Access to the cabin is provided with all four doors.  The two-tone interior is mirrored on both examples.  There is full flocking throughout, and the front and rear sections are carefully defined with the smallest details and wood panelling too. This also transfers on to the doors and the far rear two-person seating.  What we believe is a miss is the lack of rear seats, and how Kyosho decided to paint in front seatbelt hardware.

The Kyosho BMW X7 is a firm effort for the most part, the character of an SUV is definitely translated with ease.  Collectors who still crave models manufactured with diecast metal will inspire additional sales.  If you are an SUV fan the BMW X7 does require some consideration.  Along with the two colours mentioned here, we believe there are a couple of dealer edition colours too (please don’t quote us on this).   In comparison with the Lexus LX570, it does fall short when measured against the finer details, the wow factor is somewhat subdued.

In conclusion, it is awesome to see the guys and gals at Kyosho making a sort of come-back in 2020 with new material and some favourites of old.  Here’s hoping this trend continues!!  We do have their new 1:18 Rolls-Royce Phantom I review in the works, a first for our team LOL.  Enjoy the pics!

Written by

9 Responses to "REVIEW: Kyosho BMW X7"

  1. Robert Poudrette says:

    Good ol’ diecast metal?? Especially from Kyosho… I have a couple models from these guys that aren’t so hot with paint rash, one of them a 1/12 Lambo Miura. I’m not so happy with diecast metal these days. Cars I ‘ve had for years now have paint rash, some of them I didn’t expect like an AutoArt Impala SS 510 and other higher end like GMP and Acme cars. No, no, I’m not happy with bad diecast metal cars. AutoArt is on to something with their “composite” line.

    • DS Team says:

      Paint rash is specific to one manufacturer and definitely one of the cons of diecast metal as the base material. But it seems the please the masses… I guess collectors can’t have it all? AUTOart’s composite is still relatively new, so long term analysis and judgement await…

      • Robert says:

        I understand weight seems to be important as it gives a model substance and metal makes operating parts more durable as well. I don’t mind having a metal diecast model as long as it stays intact. More quality control has to be implemented in the cast materials at the very start, especially with the prices constantly going up. Then I’ll join the diecast “metal” fans.

    • ilka says:

      I believe AutoArt’s Impala is more like a licensed UT Models mold? Who knows where they were even produced/painted. From my experience tho, Autoart’s models are the least prone to paint rash, altho I’ve got some on C2 Corvette roadster which was the final reason for selling and swapping for GMP Masterpiece which I now regret hugely. But that’s another story.
      I believe paint rash, apart from dust, is happening also because of temperature/humidity changes, so if the model was transported during the winter, experiencing temps around or below 0C and then being brought to warm place, it may be a speeding factor for paint rash… Maybe just a coincidence but the most rash I get on the models I’ve ordered from overseas during the late autumn/winter/early spring periods.

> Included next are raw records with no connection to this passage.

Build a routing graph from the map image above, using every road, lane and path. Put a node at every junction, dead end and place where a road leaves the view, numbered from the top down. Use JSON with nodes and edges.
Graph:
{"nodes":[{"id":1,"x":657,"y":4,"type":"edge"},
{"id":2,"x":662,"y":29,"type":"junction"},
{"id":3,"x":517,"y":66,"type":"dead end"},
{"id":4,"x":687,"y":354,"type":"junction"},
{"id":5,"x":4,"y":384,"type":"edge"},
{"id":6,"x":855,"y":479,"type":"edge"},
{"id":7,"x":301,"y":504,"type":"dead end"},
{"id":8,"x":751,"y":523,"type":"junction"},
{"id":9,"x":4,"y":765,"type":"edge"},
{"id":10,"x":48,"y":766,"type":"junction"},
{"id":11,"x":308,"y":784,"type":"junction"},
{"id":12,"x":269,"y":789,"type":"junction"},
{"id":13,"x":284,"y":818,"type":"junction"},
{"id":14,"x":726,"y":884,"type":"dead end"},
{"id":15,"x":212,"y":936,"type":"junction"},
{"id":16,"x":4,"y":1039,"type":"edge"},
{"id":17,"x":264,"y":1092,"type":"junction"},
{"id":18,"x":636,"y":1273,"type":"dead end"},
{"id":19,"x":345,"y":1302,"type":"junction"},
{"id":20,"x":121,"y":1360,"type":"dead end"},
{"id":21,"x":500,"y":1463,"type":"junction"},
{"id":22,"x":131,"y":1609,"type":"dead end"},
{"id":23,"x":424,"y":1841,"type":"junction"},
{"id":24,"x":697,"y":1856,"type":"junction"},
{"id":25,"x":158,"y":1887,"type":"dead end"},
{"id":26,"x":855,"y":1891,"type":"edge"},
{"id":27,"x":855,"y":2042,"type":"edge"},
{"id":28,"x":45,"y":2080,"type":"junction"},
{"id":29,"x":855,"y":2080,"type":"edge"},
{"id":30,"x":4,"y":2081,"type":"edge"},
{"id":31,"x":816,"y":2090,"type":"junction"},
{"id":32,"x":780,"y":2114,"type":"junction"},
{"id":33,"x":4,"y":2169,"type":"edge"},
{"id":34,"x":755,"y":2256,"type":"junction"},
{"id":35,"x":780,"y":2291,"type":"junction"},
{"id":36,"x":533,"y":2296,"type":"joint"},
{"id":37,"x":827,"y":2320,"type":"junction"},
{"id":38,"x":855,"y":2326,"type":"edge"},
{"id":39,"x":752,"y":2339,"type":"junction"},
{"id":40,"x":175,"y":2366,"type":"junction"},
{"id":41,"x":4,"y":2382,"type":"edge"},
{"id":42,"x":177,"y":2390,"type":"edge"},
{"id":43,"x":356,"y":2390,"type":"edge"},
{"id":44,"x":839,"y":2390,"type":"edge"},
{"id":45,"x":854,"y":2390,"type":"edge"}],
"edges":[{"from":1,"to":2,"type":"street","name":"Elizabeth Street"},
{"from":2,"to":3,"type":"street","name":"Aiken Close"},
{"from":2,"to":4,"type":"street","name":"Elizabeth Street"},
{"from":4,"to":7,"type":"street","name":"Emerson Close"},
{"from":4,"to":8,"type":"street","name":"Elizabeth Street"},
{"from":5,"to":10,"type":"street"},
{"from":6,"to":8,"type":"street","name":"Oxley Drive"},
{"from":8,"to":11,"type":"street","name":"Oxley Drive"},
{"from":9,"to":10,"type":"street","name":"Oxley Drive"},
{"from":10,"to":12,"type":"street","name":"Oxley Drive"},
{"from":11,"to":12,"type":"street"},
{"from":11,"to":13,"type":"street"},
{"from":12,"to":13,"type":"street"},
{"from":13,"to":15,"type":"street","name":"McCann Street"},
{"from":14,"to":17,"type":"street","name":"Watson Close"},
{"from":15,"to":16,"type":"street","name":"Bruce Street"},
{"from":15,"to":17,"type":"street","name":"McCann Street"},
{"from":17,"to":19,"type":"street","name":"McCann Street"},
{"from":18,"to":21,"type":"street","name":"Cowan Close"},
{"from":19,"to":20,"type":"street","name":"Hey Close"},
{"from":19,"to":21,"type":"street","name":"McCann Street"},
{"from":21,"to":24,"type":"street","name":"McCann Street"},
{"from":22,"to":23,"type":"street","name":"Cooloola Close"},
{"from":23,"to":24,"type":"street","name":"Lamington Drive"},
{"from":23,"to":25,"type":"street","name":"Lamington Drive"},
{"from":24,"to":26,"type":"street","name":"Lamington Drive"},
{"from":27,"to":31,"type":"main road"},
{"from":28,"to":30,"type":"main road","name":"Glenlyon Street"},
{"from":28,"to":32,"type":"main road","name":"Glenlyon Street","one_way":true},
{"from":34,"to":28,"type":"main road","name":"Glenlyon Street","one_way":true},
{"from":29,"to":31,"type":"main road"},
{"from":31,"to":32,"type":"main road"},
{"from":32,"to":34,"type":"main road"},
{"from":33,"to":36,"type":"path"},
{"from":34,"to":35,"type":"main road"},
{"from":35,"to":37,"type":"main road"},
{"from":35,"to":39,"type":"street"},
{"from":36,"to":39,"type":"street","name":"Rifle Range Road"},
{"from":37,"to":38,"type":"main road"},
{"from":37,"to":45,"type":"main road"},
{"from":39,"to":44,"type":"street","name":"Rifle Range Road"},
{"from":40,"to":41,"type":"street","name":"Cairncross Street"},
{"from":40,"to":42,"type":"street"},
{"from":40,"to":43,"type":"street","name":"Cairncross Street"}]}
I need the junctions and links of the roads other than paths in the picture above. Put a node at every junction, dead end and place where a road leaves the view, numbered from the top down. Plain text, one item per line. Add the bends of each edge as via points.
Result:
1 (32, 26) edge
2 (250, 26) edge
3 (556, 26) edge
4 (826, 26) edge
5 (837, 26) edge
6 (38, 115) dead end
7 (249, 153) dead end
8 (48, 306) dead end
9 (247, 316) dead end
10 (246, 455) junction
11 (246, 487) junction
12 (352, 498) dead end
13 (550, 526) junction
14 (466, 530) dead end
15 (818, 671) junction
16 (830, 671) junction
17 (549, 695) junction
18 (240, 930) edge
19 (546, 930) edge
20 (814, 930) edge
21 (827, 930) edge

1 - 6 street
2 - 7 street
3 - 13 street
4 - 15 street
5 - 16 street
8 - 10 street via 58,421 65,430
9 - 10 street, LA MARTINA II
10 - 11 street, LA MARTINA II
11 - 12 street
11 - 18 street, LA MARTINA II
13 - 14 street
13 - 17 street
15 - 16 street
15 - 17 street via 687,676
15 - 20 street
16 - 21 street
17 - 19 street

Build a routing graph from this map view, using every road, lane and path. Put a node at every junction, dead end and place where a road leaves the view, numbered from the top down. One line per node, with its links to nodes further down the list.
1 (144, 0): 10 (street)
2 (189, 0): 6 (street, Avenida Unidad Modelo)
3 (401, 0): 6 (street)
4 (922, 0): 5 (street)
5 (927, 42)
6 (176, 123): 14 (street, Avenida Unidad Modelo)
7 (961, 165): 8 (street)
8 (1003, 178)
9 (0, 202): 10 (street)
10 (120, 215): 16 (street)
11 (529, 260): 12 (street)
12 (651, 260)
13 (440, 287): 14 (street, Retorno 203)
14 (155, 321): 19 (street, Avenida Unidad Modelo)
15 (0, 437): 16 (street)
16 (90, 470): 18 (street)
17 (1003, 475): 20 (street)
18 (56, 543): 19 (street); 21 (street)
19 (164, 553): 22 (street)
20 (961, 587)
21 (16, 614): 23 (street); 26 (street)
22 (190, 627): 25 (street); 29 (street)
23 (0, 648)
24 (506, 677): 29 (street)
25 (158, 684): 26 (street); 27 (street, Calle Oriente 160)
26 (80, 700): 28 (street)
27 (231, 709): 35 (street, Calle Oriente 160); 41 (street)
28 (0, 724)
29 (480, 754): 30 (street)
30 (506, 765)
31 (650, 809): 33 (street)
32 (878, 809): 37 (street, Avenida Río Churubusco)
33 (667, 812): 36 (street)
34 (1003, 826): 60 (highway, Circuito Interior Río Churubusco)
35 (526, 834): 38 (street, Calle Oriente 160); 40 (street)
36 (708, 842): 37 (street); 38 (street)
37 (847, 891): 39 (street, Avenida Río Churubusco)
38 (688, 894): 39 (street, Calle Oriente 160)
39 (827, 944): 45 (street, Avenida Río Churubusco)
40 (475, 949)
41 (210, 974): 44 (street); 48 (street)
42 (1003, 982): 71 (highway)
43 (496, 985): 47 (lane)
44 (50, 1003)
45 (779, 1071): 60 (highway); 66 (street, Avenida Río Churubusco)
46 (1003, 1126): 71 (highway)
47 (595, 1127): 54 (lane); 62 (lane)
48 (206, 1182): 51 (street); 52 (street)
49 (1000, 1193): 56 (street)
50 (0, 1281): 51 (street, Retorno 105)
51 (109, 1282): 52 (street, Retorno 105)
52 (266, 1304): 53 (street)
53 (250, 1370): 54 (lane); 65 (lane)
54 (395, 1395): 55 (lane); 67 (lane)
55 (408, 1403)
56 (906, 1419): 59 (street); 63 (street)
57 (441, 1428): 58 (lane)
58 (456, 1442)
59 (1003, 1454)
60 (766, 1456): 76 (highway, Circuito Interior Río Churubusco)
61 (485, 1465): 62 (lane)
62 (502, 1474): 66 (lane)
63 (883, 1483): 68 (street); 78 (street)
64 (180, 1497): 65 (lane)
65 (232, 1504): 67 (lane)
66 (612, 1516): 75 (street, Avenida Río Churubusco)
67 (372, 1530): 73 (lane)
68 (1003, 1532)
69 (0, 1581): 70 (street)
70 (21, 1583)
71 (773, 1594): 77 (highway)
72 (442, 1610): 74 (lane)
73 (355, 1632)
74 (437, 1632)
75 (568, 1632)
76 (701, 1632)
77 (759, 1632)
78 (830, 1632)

      As for composite, too early to judge. Kyosho’s Lancia Stratos has had a composite rear hood, and over time that element started to have yellow-ish cracks all over the place.

  2. RR28757 says:

    Was interested in this model and really wanted one after seeing more of these in person. However this is a solid pass based on the lack of access to the rear compartment. Disappointing to see Kyosho cutting corners and joining all of these companies continuing to push the resin sealed approach.

    I’m torn on the composite on some as especially with the larger SUVs as the doors and detailing is simply flimsy at best, unreliable at worst. My Autoart Mercedes 6×6 was a let down once I opened the doors and felt they’d fall off.

  3. Ondr4H says:

    I probably never will be able to put this car on my shelf, its vulgar and monstrous and overall awful design for BMW .

    I recently purchased E38 in 1:18 and that design puts this joke of car to shame.